Cornerstone: Mitigating Systems
- Green.
The NRC identified a finding regarding the failure to implement firefighting standards when responding to a possible fire in the radwaste building. On May 17, 2006, operators entered their emergency procedure for fires and dispatched the fire brigade in response to a report of smoke in the radwaste building. Contrary to the plants firefighting standards, the licensee declared the fire out prior to determining the source of the smoke and completing a thorough search of the area to determine the extent of the fire. This issue was entered into the licensee's corrective action program as Condition Report CR-CNS-2006-03651.
The finding is more than minor because it could be viewed as a precursor to a significant event in that the failure to adequately inspect an area prior to declaring a fire out could allow a fire to continue to burn unnoticed, resulting in a much larger and more significant fire. Because the finding is not suitable for significance determination process evaluation, NRC management reviewed the finding and determined that it is of very low safety significance since the performance deficiency was not pervasive, based on previous observations of fire brigade performance, and there were no actual consequences as a result of this event. The cause of the finding is related to the crosscutting element of problem identification and resolution in that the corrective actions for previous fire brigade performance deficiencies were not fully effective in preventing this similar performance deficiency. In addition, the licensee did not identify or initiate any corrective actions in response to this performance deficiency.
(Section 1R14)
- Green.
The NRC identified two examples of a noncited violation of Technical Specification 5.4.1.a. In the first example, on June 20, 2006, operators failed to sound the fire alarm, announce the fire, and dispatch the fire brigade, as required by plant procedures, in response to a fire alarm in the reactor building. In the second example, personnel failed to take appropriate actions for a degraded control room annunciator associated with a fire alarm, as required by plant procedures. This issue was entered into the licensee's corrective action program as Condition Report CR-CNS-2006-04815.

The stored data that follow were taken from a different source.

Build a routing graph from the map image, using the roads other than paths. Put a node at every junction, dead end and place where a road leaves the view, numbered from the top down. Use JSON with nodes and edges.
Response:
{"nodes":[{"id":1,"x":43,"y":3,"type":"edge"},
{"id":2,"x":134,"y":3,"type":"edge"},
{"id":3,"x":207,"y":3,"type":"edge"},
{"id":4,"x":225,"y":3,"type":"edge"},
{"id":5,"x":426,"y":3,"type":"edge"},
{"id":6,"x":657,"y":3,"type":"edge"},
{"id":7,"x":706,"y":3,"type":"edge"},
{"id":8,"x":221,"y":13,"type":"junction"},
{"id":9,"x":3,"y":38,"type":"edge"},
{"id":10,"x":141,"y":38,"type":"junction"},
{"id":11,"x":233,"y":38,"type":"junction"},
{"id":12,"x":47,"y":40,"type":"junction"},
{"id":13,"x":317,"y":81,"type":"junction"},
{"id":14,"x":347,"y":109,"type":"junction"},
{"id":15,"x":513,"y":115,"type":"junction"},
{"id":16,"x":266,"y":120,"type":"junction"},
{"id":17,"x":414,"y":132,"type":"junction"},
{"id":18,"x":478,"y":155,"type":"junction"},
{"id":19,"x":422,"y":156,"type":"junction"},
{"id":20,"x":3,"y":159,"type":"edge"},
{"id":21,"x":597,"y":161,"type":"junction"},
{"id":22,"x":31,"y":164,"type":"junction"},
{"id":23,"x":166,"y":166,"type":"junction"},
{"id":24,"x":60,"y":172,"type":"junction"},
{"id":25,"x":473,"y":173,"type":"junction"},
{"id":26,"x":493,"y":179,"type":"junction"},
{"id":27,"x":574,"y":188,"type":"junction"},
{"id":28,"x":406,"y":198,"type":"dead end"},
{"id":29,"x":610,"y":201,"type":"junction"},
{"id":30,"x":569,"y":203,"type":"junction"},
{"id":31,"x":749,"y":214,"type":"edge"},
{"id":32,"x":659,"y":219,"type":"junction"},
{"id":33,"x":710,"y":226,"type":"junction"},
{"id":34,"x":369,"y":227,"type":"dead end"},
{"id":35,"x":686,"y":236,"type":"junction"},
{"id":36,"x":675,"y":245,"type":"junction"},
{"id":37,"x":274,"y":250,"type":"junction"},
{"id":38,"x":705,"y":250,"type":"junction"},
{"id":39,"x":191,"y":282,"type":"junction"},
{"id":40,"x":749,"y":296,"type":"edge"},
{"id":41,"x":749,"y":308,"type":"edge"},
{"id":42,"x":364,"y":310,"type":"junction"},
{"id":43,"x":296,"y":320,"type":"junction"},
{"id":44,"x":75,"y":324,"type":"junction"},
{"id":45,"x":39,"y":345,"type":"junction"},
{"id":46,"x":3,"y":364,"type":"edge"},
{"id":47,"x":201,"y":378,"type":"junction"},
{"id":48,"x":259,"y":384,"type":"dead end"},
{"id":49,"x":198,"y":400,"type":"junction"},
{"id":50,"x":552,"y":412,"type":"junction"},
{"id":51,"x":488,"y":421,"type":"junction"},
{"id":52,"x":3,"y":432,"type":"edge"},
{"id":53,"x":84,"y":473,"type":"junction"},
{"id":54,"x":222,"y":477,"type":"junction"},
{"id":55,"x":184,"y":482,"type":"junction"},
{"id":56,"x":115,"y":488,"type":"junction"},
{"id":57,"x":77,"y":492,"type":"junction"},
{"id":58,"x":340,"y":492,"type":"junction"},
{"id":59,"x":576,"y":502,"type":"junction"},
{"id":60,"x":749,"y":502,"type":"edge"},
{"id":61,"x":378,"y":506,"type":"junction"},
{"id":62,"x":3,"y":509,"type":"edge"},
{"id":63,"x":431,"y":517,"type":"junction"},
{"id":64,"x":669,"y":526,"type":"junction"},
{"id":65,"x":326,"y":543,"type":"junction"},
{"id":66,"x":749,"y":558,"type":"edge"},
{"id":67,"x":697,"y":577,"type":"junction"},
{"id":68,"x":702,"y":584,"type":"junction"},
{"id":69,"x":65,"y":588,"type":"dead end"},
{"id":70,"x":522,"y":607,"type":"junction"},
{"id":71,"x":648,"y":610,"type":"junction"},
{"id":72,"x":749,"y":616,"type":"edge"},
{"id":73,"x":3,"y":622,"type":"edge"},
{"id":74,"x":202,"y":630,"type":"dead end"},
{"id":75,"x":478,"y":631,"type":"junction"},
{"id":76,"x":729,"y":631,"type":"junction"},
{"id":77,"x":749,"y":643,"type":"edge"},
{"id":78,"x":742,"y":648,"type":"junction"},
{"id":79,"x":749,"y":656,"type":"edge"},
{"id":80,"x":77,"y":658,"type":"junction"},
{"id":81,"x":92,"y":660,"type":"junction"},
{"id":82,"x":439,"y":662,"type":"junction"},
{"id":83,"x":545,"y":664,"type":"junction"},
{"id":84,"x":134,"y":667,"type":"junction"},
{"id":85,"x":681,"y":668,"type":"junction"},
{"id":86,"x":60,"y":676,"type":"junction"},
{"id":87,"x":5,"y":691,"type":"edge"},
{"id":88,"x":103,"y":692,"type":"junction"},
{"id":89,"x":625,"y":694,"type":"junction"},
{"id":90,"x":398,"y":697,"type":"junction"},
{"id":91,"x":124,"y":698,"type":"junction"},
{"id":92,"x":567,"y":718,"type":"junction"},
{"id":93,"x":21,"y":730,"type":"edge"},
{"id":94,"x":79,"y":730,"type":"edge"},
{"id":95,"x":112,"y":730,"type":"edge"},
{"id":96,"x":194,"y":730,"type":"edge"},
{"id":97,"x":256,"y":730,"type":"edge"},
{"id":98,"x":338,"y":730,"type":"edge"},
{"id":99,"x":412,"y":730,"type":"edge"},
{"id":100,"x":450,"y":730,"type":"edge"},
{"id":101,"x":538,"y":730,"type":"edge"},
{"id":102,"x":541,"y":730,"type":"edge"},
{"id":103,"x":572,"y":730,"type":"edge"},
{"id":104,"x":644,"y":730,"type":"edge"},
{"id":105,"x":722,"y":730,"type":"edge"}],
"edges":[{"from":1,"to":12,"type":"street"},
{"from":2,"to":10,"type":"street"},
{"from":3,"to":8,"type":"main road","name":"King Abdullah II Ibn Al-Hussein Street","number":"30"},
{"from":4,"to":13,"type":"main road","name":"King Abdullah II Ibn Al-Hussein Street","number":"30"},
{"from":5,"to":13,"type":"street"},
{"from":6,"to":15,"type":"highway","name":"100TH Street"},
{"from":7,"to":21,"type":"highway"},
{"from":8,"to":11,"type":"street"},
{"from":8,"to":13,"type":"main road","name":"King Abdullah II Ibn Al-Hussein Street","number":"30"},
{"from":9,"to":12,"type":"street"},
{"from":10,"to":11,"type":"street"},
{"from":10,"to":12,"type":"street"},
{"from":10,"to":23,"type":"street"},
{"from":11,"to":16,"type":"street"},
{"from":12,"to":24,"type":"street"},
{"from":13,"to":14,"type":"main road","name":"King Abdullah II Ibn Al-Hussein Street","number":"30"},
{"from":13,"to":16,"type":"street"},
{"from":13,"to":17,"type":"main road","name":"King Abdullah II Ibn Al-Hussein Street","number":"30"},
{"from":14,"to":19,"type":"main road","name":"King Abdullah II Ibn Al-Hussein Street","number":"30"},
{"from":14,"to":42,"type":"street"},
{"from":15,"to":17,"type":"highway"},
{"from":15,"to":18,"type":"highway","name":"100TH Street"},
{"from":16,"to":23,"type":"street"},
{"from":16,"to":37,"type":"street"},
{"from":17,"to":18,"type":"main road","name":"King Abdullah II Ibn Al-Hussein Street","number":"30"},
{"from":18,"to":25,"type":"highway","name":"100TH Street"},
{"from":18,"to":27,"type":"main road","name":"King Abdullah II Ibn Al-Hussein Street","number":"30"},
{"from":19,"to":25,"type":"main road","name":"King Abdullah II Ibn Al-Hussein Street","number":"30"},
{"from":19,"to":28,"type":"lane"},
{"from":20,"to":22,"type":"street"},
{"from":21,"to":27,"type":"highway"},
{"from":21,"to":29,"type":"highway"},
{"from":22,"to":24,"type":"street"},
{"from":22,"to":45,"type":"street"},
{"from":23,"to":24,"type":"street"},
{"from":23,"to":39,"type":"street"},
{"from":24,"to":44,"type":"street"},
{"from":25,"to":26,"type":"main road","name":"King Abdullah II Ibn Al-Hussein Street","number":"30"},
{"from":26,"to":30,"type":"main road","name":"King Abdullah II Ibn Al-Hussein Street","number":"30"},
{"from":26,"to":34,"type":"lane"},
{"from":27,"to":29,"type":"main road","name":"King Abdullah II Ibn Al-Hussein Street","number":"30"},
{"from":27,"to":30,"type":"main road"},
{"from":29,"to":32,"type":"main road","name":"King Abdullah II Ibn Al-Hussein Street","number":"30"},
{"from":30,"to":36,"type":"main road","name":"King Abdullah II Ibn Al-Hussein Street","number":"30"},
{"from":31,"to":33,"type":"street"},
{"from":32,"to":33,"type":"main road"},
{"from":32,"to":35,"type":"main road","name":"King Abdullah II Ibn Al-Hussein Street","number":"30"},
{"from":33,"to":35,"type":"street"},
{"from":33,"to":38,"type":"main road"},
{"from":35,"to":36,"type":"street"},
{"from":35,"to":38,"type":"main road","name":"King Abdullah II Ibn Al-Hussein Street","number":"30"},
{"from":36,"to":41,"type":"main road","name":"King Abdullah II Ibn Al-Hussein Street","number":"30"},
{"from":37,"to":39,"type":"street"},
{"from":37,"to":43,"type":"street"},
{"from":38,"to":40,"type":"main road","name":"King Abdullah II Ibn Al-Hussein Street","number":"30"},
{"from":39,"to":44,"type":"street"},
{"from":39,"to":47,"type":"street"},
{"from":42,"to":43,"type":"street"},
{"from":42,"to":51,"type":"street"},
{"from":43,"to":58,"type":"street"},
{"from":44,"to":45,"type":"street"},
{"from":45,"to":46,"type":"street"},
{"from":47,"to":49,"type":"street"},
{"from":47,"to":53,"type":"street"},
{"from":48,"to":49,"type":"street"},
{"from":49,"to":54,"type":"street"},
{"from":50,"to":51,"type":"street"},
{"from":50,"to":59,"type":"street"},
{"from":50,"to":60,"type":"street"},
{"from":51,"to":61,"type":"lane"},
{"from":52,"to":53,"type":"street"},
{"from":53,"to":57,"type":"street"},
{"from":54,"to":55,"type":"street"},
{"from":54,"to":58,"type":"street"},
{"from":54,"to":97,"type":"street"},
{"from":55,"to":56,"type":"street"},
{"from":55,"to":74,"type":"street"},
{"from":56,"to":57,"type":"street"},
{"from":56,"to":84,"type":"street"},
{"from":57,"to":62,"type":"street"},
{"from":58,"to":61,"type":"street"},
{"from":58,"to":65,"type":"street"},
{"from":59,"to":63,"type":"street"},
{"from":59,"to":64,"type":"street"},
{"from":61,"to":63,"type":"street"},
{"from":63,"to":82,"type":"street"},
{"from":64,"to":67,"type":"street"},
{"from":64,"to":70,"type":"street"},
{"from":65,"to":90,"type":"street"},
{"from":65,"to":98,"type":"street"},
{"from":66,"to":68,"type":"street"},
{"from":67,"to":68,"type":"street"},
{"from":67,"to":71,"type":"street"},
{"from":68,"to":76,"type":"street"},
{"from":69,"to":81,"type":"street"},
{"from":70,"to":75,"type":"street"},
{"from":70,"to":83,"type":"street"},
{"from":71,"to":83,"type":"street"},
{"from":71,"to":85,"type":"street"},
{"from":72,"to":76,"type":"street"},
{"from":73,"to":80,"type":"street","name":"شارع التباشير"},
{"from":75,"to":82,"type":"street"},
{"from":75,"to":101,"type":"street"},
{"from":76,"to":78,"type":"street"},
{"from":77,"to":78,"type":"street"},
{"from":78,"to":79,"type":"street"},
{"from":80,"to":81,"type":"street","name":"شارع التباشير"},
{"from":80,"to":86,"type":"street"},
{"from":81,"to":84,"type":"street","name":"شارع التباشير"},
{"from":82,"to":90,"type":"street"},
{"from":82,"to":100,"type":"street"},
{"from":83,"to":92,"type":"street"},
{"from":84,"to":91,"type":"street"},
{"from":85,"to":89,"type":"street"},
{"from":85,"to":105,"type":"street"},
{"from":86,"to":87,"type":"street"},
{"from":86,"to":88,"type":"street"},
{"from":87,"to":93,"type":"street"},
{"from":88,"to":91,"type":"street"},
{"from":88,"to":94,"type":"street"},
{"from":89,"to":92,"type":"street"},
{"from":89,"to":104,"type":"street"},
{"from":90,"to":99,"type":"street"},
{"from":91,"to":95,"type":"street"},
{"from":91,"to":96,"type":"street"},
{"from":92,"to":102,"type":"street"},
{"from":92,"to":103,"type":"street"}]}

The finding is more than minor because the failure to appropriately respond to alarm indications could be viewed as a precursor to a significant event. The failure to implement the plant fire procedure is not suitable for significance determination process evaluation but has been reviewed by NRC management and is determined to be a finding of very low safety significance since there were no actual consequences as a result of this event. Using the Manual Chapter 0609, "Significance Determination Process," Phase 1 Worksheet, the failure to address a degraded fire alarm is determined to have very low safety significance because it did not involve the loss of a safety function and did not screen as potentially risk significant due to a seismic, flooding, or severe weather initiating event. The cause of the finding is related to the crosscutting element of human performance in that these procedure requirements were unambiguous and it was within the licensees ability to have correctly implemented those requirements. (Section 1R14)
B.
Licensee-Identified Findings Violations of very low safety significance identified by the licensee have been reviewed by the inspectors. Corrective actions taken or planned by the licensee have been entered into the licensees corrective action program. These violations and corrective action tracking numbers are listed in Section 4OA7 of this report.
REPORT DETAILS
Summary of Plant Status
The plant began the inspection period at 100 percent power. On April 2, operators entered and subsequently exited a Notice of Unusual Event due to sustained wind speeds in excess of 74 mph on site. Operation at full power continued until May 22, when operators manually scrammed the reactor due to a loss of service air pressure. The plant was restarted on May 24 and reached full power on May 27 where it remained until June 16 when reactor power was reduced to 71 percent for repairs to a main condensate pump. The reactor was returned to full power operation on June 17 where it remained for the remainder of the inspection period.
REACTOR SAFETY
Cornerstones: Initiating Events, Mitigating Systems, and Barrier Integrity
1R01 Adverse Weather Protection
.1 Readiness for Seasonal Susceptibilities
a. Inspection Scope
The inspectors completed a review of the licensee's readiness for seasonal susceptibilities involving extreme high temperatures. The inspectors:
- (1) reviewed plant procedures, the Updated Final Safety Analysis Report (UFSAR), and Technical Specifications (TSs) to ensure that operator actions defined in adverse weather procedures maintained the readiness of essential systems;
- (2) walked down portions of the two systems listed below to ensure that adverse weather protection features were sufficient to support operability, including the ability to perform safe shutdown functions; and
- (3) reviewed the corrective action program (CAP) to determine if the licensee identified and corrected problems related to adverse weather conditions.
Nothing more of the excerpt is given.